Moments later, Jens was giving us a tour of his apartment. It was a large studio, on the second floor of the building. One entered through a hallway with a great big storage closet on the right. Straight ahead was a bathroom. Next to that was a kitchen--small, but separate from the living room. The rest of the apartment was the living room/bedroom, and it was huge. There was a huge set of sliding glass doors leading onto a spacious terrace. Sunlight poured in from the windows.

As soon as we arrived, I went to use the bathroom. While I was there, Jens and Wiebke had a brief conversation, the contents of which I would not learn until later. So, I won't share it with you until later.

Wiebke went into the bathroom, and Jens led me into his living room and out onto the terrace. It was magnificent--the terrace, the apartment, all of it!
I made some remark about the brilliant view he had of the city of Constance.
"On a clear day," Jens said, "you can see the Alps."
I squinted. It was sunny and I had no idea what he meant. Was this a clear day? There were no clouds in the sky. Where were the Alps!?
(Now that I live in Portland, I know exactly what he meant. On some days, I can see Mount Hood from my bus stop. When I drive home from work, I always look cheerily toward Mount Hood as I cross the Ross Island Bridge, and then I look for Mount Saint Helens, a little lump to my left. Only once was it clear enough that I could see Mount Saint Helens in detail. However, many days--some of them sunny, like during our horrible heat wave--there's this weird haze and it's as though Mount Hood never existed.)
Jens informed me that today was not one of those clear days. While I was squinting, trying to turn some distant clouds into the Alps, he talked.
"I like living here and having this view, all these nice houses," he said.
"Uh huh," I replied. This sentence was completely normal.
"I like to sit out here in the mornings and look at all the people. I like to watch them eat their breakfasts, read the paper..."
"Uh huh," I said, wondering where this was going.
He continued, and I saw a flash of that same troll-like malice from the parking deck return. "I have this nice view and they have to look at this UGLY TOWER where I live!" He laughed.
Wiebke arrived on the terrace at the moment, much to my relief.
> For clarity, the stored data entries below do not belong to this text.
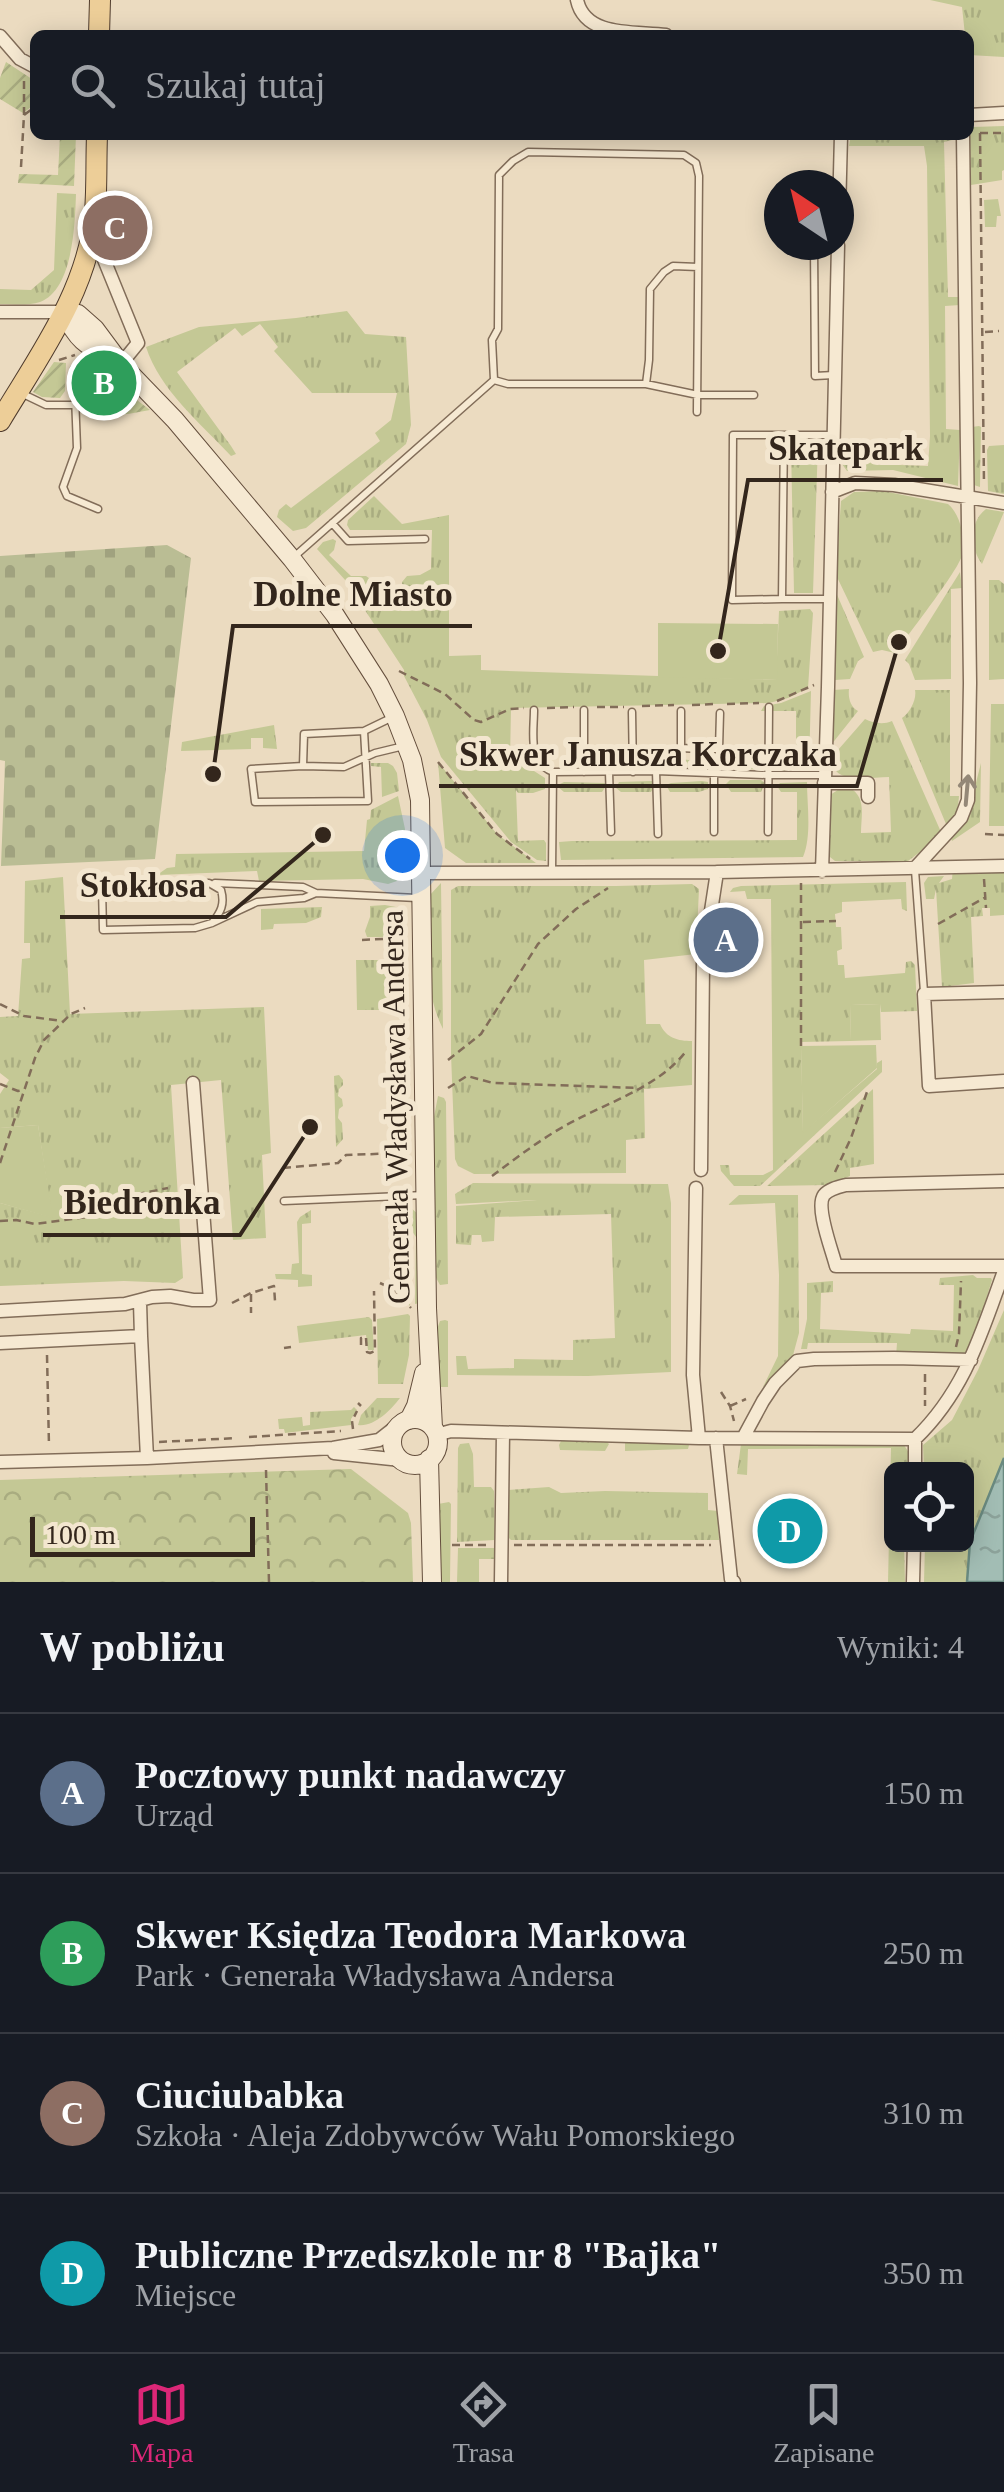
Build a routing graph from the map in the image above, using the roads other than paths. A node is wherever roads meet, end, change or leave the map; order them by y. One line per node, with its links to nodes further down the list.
1 (100, 0): 3 (main road)
2 (577, 0): 4 (street)
3 (99, 30)
4 (615, 30)
5 (3, 45): 6 (street)
6 (30, 64)
7 (1004, 112): 8 (street)
8 (974, 114)
9 (97, 140): 18 (main road)
10 (841, 140): 12 (street)
11 (966, 140): 33 (street)
12 (840, 170)
13 (103, 256): 19 (street)
14 (814, 260): 21 (lane)
15 (838, 260): 21 (street)
16 (698, 267): 22 (lane); 23 (lane); 25 (lane)
17 (0, 312): 18 (street)
18 (64, 312): 19 (main road, Generała Władysława Andersa); 24 (main road)
19 (121, 364): 38 (main road, Generała Władysława Andersa)
20 (74, 369): 27 (lane)
21 (835, 374): 31 (street)
22 (494, 380): 23 (lane); 36 (lane)
23 (646, 384): 25 (lane)
24 (18, 391): 27 (lane); 29 (main road)
25 (698, 395): 26 (lane); 28 (lane)
26 (754, 395)
27 (74, 405): 35 (lane)
28 (697, 412)
29 (0, 420)
30 (784, 435): 31 (lane); 39 (lane); 39 (lane)
31 (834, 435): 32 (street)
32 (832, 492): 33 (street); 40 (street)
33 (968, 498): 34 (street); 68 (street, one-way to 33)
34 (1004, 503)
35 (98, 509)
36 (332, 524): 37 (lane); 38 (lane)
37 (425, 539)
38 (292, 559): 47 (main road, Generała Władysława Andersa)
39 (782, 599): 40 (lane)
40 (830, 599): 61 (street)
41 (769, 707): 60 (lane)
42 (534, 709): 54 (lane)
43 (584, 710): 55 (lane)
44 (681, 711): 50 (lane)
45 (632, 712): 57 (lane)
46 (720, 713): 50 (lane)
47 (395, 716): 48 (lane); 49 (main road, Generała Władysława Andersa)
48 (364, 731): 51 (lane); 52 (lane)
49 (407, 745): 51 (lane); 71 (main road, Generała Władysława Andersa)
50 (700, 749): 58 (lane)
51 (367, 756): 52 (lane); 52 (lane)
52 (303, 766)
53 (656, 771): 57 (lane); 58 (lane); 66 (lane)
54 (554, 772): 55 (lane); 72 (lane)
55 (584, 772): 56 (lane)
56 (609, 772): 57 (lane); 63 (lane)
57 (633, 772)
58 (700, 772): 59 (lane)
59 (714, 773): 60 (lane); 64 (lane)
60 (767, 775): 61 (lane); 65 (lane)
61 (824, 779): 62 (street); 69 (street)
62 (868, 798)
63 (611, 832)
64 (714, 832)
65 (768, 832)
66 (658, 834)
67 (1004, 866): 68 (street)
68 (915, 868): 69 (street); 78 (lane)
69 (822, 871): 70 (street)
70 (717, 872): 72 (street); 81 (street)
71 (422, 873): 72 (street); 75 (main road, Generała Władysława Andersa)
72 (552, 873)
73 (209, 883): 74 (lane); 76 (lane); 76 (lane)
74 (316, 893): 75 (lane); 76 (lane)
75 (422, 898): 84 (main road, Generała Władysława Andersa)
76 (212, 923)
77 (1004, 992): 78 (street)
78 (924, 994): 79 (street)
79 (1004, 1081)
80 (193, 1083): 87 (street)
81 (701, 1170)
82 (1004, 1181): 86 (street)
83 (696, 1188): 97 (street)
84 (426, 1194): 85 (lane); 91 (main road, Generała Władysława Andersa)
85 (284, 1201)
86 (1004, 1268): 92 (street)
87 (140, 1302): 88 (street); 89 (street)
88 (0, 1312)
89 (141, 1336): 90 (street); 101 (street)
90 (0, 1342)
91 (428, 1350): 93 (main road, Generała Władysława Andersa); 94 (main road, Generała Władysława Andersa)
92 (971, 1360): 95 (street); 99 (street)
93 (404, 1422): 94 (main road); 100 (street); 103 (main road)
94 (435, 1432): 96 (street); 102 (main road)
95 (740, 1432): 98 (street); 99 (street)
96 (502, 1433): 97 (street); 109 (street)
97 (699, 1438): 98 (street)
98 (716, 1438): 110 (street)
99 (915, 1439): 105 (street)
100 (297, 1451): 101 (street); 103 (street)
101 (147, 1458): 104 (street)
102 (430, 1458): 103 (main road); 106 (main road)
103 (403, 1461): 106 (main road)
104 (0, 1462)
105 (915, 1462)
106 (432, 1542): 108 (main road)
107 (914, 1552): 111 (street)
108 (432, 1582)
109 (501, 1582)
110 (734, 1582)
111 (913, 1582)

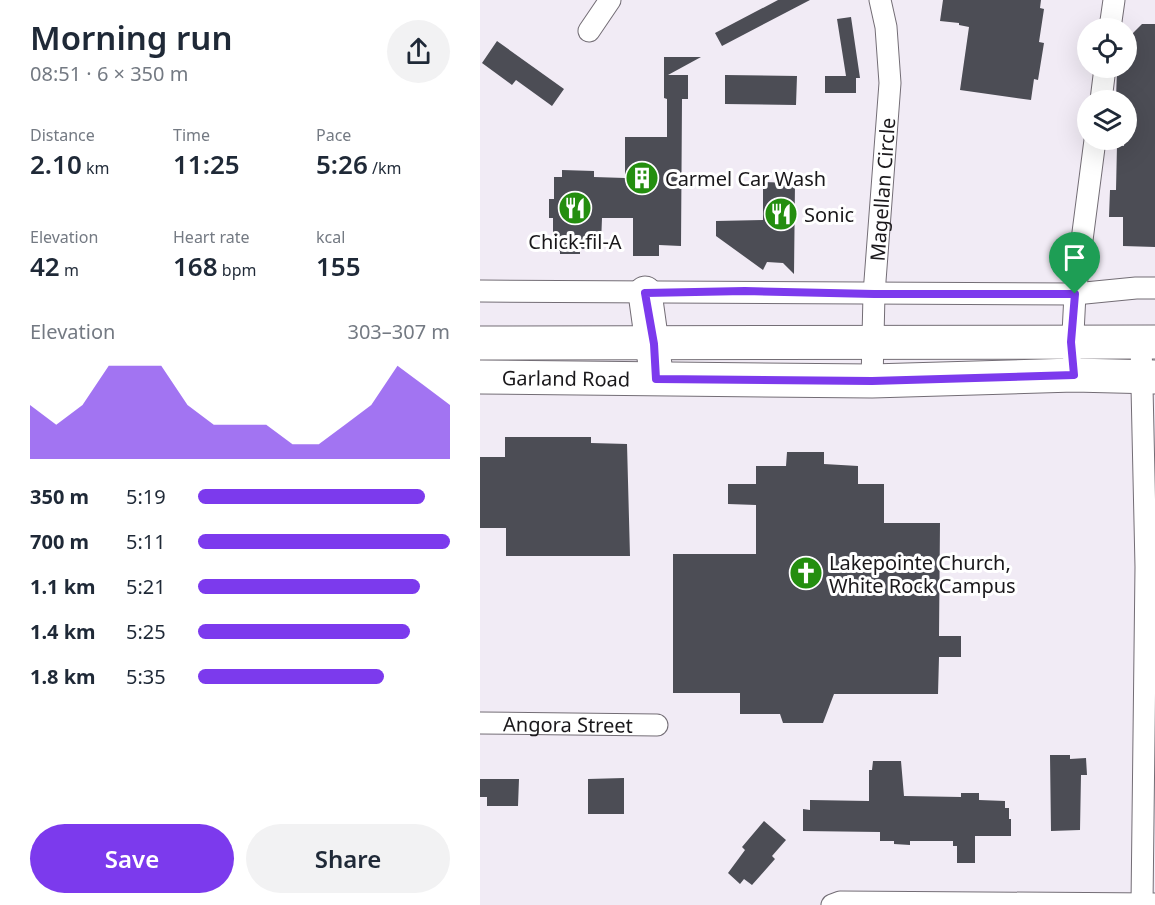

"So! How about dinner?" Jens went back into the house and produced a plate of broetchen, meats, and other things. Wiebke and I had eaten on the train and were less hungry than he was. The three of us sat at a table on the terrace and chatted. At some point, Jens asked if he preferred we speak English or German. Jens had studied abroad in both New Zealand and the United States and was very proud of his fluency in English. I was put off by the parking deck experience and had trouble understanding his speedy German, so I said that I preferred English and didn't speak German very well. (I actually spoke very well at the time.) Wiebke looked surprised, but withheld comment. From this point, English was the language spoken while I was in Constance.
Wiebke and I finished eating before Jens, but remained on the terrace, the three of us talking. At some point, Wiebke suggested we get out our knitting projects, so we had something to do with our hands. (I had just taught Wiebke how to knit on the train.) We took our projects out of our purses and started working, still talking to Jens.
Suddenly, the two commenced speaking rapid German that I could not understand. Jens barked something at Wiebke and she, looking wounded, slowly lowered her knitting needles. I continued to work, not really sure what was going on.
Jens turned to me and said, slowly, in English, "I don't like it when you girls knit." He paused. "It makes me...aggressive."

To Be Continued.


LS said...


stay away from anyone using the word agressive about themselves and not about some dog or wild boar... just a suggestion. You write so well, by the way!

Sarah said...

Thanks! Mainly, I'm using this blog to try to improve my writing and get feedback--so that's very helpful! Also, I'm always uncertain about how stories I tell verbally will translate to writing--when I'm *trying* to be funny.